What is needed: Filter these records by the string "name", copying each line that holds it.

===== Information supplied =====

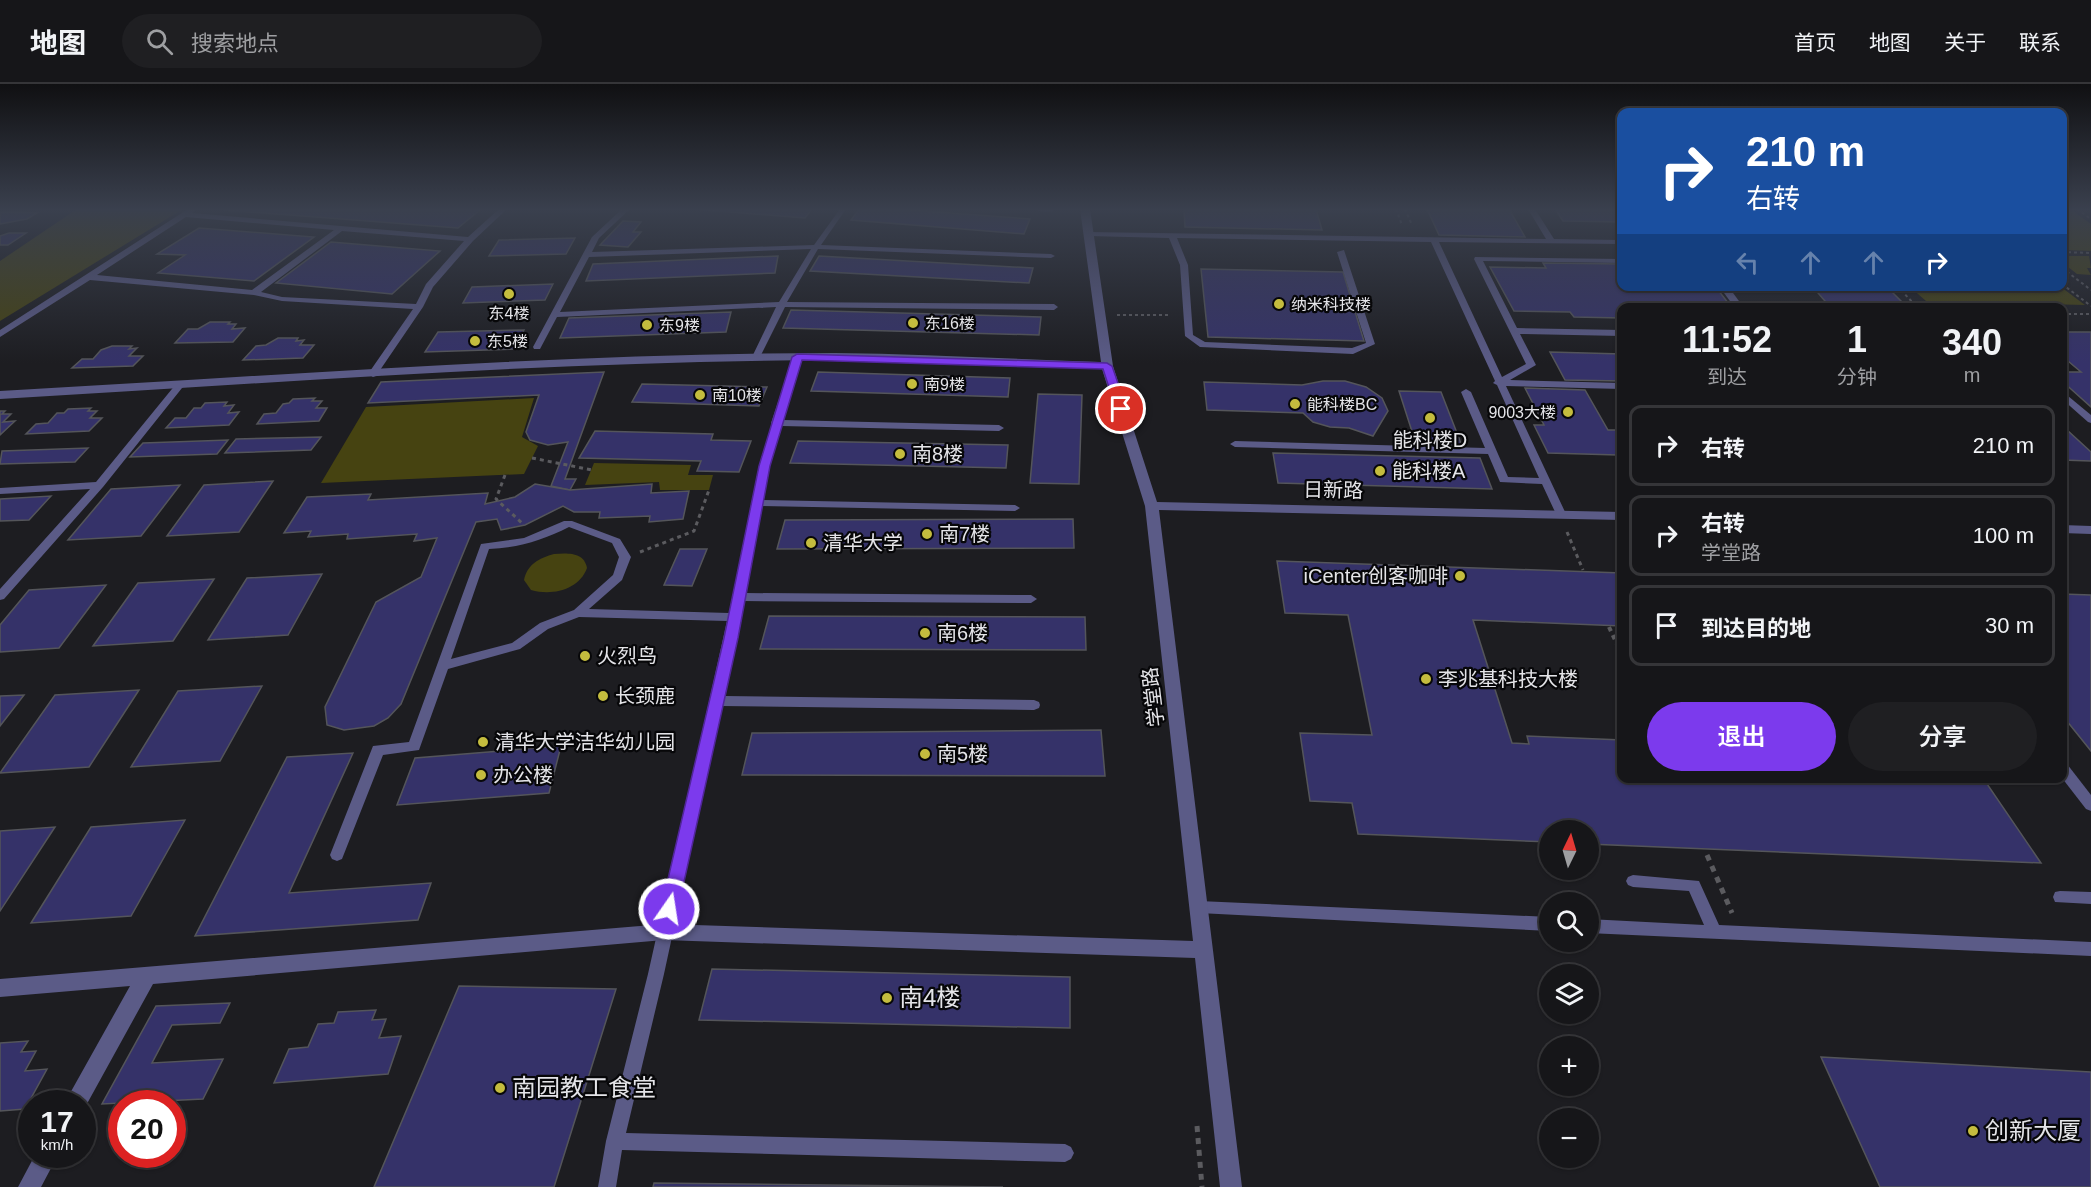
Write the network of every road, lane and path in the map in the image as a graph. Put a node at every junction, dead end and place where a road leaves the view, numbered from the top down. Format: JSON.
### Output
{"nodes":[{"id":1,"x":115,"y":260,"type":"edge"},
{"id":2,"x":298,"y":260,"type":"edge"},
{"id":3,"x":451,"y":260,"type":"edge"},
{"id":4,"x":584,"y":260,"type":"edge"},
{"id":5,"x":806,"y":260,"type":"edge"},
{"id":6,"x":1092,"y":260,"type":"edge"},
{"id":7,"x":1182,"y":260,"type":"edge"},
{"id":8,"x":1344,"y":260,"type":"edge"},
{"id":9,"x":1443,"y":260,"type":"edge"},
{"id":10,"x":1479,"y":260,"type":"edge"},
{"id":11,"x":1584,"y":260,"type":"edge"},
{"id":12,"x":1617,"y":261,"type":"edge"},
{"id":13,"x":2067,"y":272,"type":"edge"},
{"id":14,"x":88,"y":278,"type":"junction"},
{"id":15,"x":2067,"y":288,"type":"edge"},
{"id":16,"x":2091,"y":290,"type":"edge"},
{"id":17,"x":1727,"y":291,"type":"edge"},
{"id":18,"x":1902,"y":291,"type":"edge"},
{"id":19,"x":254,"y":293,"type":"junction"},
{"id":20,"x":1736,"y":303,"type":"edge"},
{"id":21,"x":1913,"y":303,"type":"edge"},
{"id":22,"x":780,"y":304,"type":"junction"},
{"id":23,"x":2091,"y":306,"type":"edge"},
{"id":24,"x":419,"y":307,"type":"junction"},
{"id":25,"x":1054,"y":307,"type":"dead end"},
{"id":26,"x":2067,"y":314,"type":"edge"},
{"id":27,"x":2091,"y":314,"type":"edge"},
{"id":28,"x":554,"y":315,"type":"junction"},
{"id":29,"x":1116,"y":315,"type":"dead end"},
{"id":30,"x":1187,"y":315,"type":"junction"},
{"id":31,"x":1514,"y":331,"type":"junction"},
{"id":32,"x":1617,"y":333,"type":"edge"},
{"id":33,"x":0,"y":334,"type":"edge"},
{"id":34,"x":537,"y":347,"type":"dead end"},
{"id":35,"x":756,"y":357,"type":"junction"},
{"id":36,"x":797,"y":357,"type":"junction"},
{"id":37,"x":1107,"y":366,"type":"junction"},
{"id":38,"x":373,"y":374,"type":"junction"},
{"id":39,"x":1498,"y":383,"type":"junction"},
{"id":40,"x":179,"y":386,"type":"junction"},
{"id":41,"x":1617,"y":386,"type":"edge"},
{"id":42,"x":1466,"y":392,"type":"dead end"},
{"id":43,"x":0,"y":395,"type":"edge"},
{"id":44,"x":2067,"y":398,"type":"edge"},
{"id":45,"x":2091,"y":420,"type":"edge"},
{"id":46,"x":776,"y":423,"type":"junction"},
{"id":47,"x":999,"y":428,"type":"dead end"},
{"id":48,"x":1235,"y":444,"type":"dead end"},
{"id":49,"x":1491,"y":451,"type":"junction"},
{"id":50,"x":532,"y":458,"type":"dead end"},
{"id":51,"x":592,"y":470,"type":"dead end"},
{"id":52,"x":505,"y":475,"type":"dead end"},
{"id":53,"x":1545,"y":481,"type":"junction"},
{"id":54,"x":99,"y":484,"type":"junction"},
{"id":55,"x":709,"y":490,"type":"dead end"},
{"id":56,"x":0,"y":491,"type":"edge"},
{"id":57,"x":757,"y":504,"type":"junction"},
{"id":58,"x":1152,"y":506,"type":"junction"},
{"id":59,"x":1015,"y":508,"type":"dead end"},
{"id":60,"x":1561,"y":514,"type":"junction"},
{"id":61,"x":1617,"y":516,"type":"edge"},
{"id":62,"x":2067,"y":529,"type":"edge"},
{"id":63,"x":2091,"y":530,"type":"edge"},
{"id":64,"x":538,"y":538,"type":"junction"},
{"id":65,"x":625,"y":556,"type":"junction"},
{"id":66,"x":1583,"y":570,"type":"dead end"},
{"id":67,"x":0,"y":596,"type":"edge"},
{"id":68,"x":740,"y":597,"type":"junction"},
{"id":69,"x":1031,"y":599,"type":"dead end"},
{"id":70,"x":578,"y":613,"type":"junction"},
{"id":71,"x":736,"y":616,"type":"junction"},
{"id":72,"x":1609,"y":627,"type":"dead end"},
{"id":73,"x":1617,"y":644,"type":"edge"},
{"id":74,"x":442,"y":666,"type":"junction"},
{"id":75,"x":717,"y":701,"type":"junction"},
{"id":76,"x":1034,"y":705,"type":"dead end"},
{"id":77,"x":2067,"y":774,"type":"edge"},
{"id":78,"x":2091,"y":805,"type":"edge"},
{"id":79,"x":337,"y":855,"type":"dead end"},
{"id":80,"x":1707,"y":855,"type":"dead end"},
{"id":81,"x":1633,"y":882,"type":"dead end"},
{"id":82,"x":2060,"y":897,"type":"dead end"},
{"id":83,"x":2091,"y":898,"type":"edge"},
{"id":84,"x":1199,"y":907,"type":"junction"},
{"id":85,"x":1539,"y":923,"type":"edge"},
{"id":86,"x":1599,"y":927,"type":"edge"},
{"id":87,"x":664,"y":932,"type":"junction"},
{"id":88,"x":1714,"y":932,"type":"junction"},
{"id":89,"x":1741,"y":933,"type":"junction"},
{"id":90,"x":2091,"y":949,"type":"edge"},
{"id":91,"x":1204,"y":950,"type":"junction"},
{"id":92,"x":147,"y":978,"type":"junction"},
{"id":93,"x":0,"y":988,"type":"edge"},
{"id":94,"x":83,"y":1090,"type":"edge"},
{"id":95,"x":1196,"y":1116,"type":"dead end"},
{"id":96,"x":615,"y":1141,"type":"junction"},
{"id":97,"x":1065,"y":1153,"type":"dead end"},
{"id":98,"x":40,"y":1168,"type":"edge"},
{"id":99,"x":29,"y":1187,"type":"edge"},
{"id":100,"x":607,"y":1187,"type":"edge"},
{"id":101,"x":1202,"y":1187,"type":"edge"},
{"id":102,"x":1231,"y":1187,"type":"edge"}],
"edges":[{"from":1,"to":14,"type":"lane"},
{"from":2,"to":19,"type":"lane"},
{"from":3,"to":24,"type":"lane"},
{"from":4,"to":28,"type":"lane"},
{"from":5,"to":22,"type":"lane"},
{"from":6,"to":37,"type":"street","name":"学堂路"},
{"from":7,"to":30,"type":"lane"},
{"from":8,"to":30,"type":"lane"},
{"from":9,"to":39,"type":"lane"},
{"from":10,"to":31,"type":"lane"},
{"from":11,"to":12,"type":"lane"},
{"from":13,"to":16,"type":"path"},
{"from":14,"to":19,"type":"lane"},
{"from":14,"to":33,"type":"lane"},
{"from":15,"to":23,"type":"path"},
{"from":17,"to":20,"type":"lane"},
{"from":18,"to":21,"type":"path"},
{"from":19,"to":24,"type":"lane"},
{"from":22,"to":25,"type":"lane"},
{"from":22,"to":28,"type":"lane"},
{"from":22,"to":35,"type":"lane"},
{"from":24,"to":38,"type":"lane"},
{"from":26,"to":27,"type":"path"},
{"from":28,"to":34,"type":"lane"},
{"from":29,"to":30,"type":"path"},
{"from":31,"to":32,"type":"lane"},
{"from":31,"to":39,"type":"lane"},
{"from":35,"to":36,"type":"street"},
{"from":35,"to":38,"type":"street"},
{"from":36,"to":37,"type":"street"},
{"from":36,"to":46,"type":"lane"},
{"from":37,"to":58,"type":"street","name":"学堂路"},
{"from":38,"to":40,"type":"street"},
{"from":39,"to":41,"type":"lane"},
{"from":39,"to":53,"type":"lane"},
{"from":40,"to":43,"type":"street"},
{"from":40,"to":54,"type":"lane"},
{"from":42,"to":49,"type":"lane"},
{"from":44,"to":45,"type":"lane"},
{"from":46,"to":47,"type":"lane"},
{"from":46,"to":57,"type":"lane"},
{"from":48,"to":49,"type":"lane"},
{"from":49,"to":53,"type":"lane"},
{"from":50,"to":51,"type":"path"},
{"from":52,"to":64,"type":"path"},
{"from":53,"to":60,"type":"lane"},
{"from":54,"to":56,"type":"lane"},
{"from":54,"to":67,"type":"lane"},
{"from":55,"to":65,"type":"path"},
{"from":57,"to":59,"type":"lane"},
{"from":57,"to":68,"type":"lane"},
{"from":58,"to":60,"type":"street","name":"日新路"},
{"from":58,"to":84,"type":"street","name":"学堂路"},
{"from":60,"to":61,"type":"street","name":"日新路"},
{"from":60,"to":66,"type":"path"},
{"from":62,"to":63,"type":"street"},
{"from":64,"to":65,"type":"lane"},
{"from":64,"to":74,"type":"lane"},
{"from":65,"to":70,"type":"lane"},
{"from":68,"to":69,"type":"lane"},
{"from":68,"to":71,"type":"lane"},
{"from":70,"to":71,"type":"lane"},
{"from":70,"to":74,"type":"lane"},
{"from":71,"to":75,"type":"lane"},
{"from":72,"to":73,"type":"path"},
{"from":74,"to":79,"type":"lane"},
{"from":75,"to":76,"type":"lane"},
{"from":75,"to":87,"type":"lane"},
{"from":77,"to":78,"type":"lane"},
{"from":80,"to":89,"type":"path"},
{"from":81,"to":88,"type":"lane"},
{"from":82,"to":83,"type":"lane"},
{"from":84,"to":85,"type":"lane"},
{"from":84,"to":91,"type":"street","name":"学堂路"},
{"from":86,"to":88,"type":"lane"},
{"from":87,"to":91,"type":"street"},
{"from":87,"to":92,"type":"street"},
{"from":87,"to":96,"type":"lane"},
{"from":88,"to":89,"type":"lane"},
{"from":89,"to":90,"type":"lane"},
{"from":91,"to":102,"type":"street","name":"学堂路"},
{"from":92,"to":93,"type":"street"},
{"from":92,"to":94,"type":"street"},
{"from":95,"to":101,"type":"path"},
{"from":96,"to":97,"type":"lane"},
{"from":96,"to":100,"type":"lane"},
{"from":98,"to":99,"type":"street"}]}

=====

Written reply:
{"from":6,"to":37,"type":"street","name":"学堂路"},
{"from":37,"to":58,"type":"street","name":"学堂路"},
{"from":58,"to":60,"type":"street","name":"日新路"},
{"from":58,"to":84,"type":"street","name":"学堂路"},
{"from":60,"to":61,"type":"street","name":"日新路"},
{"from":84,"to":91,"type":"street","name":"学堂路"},
{"from":91,"to":102,"type":"street","name":"学堂路"},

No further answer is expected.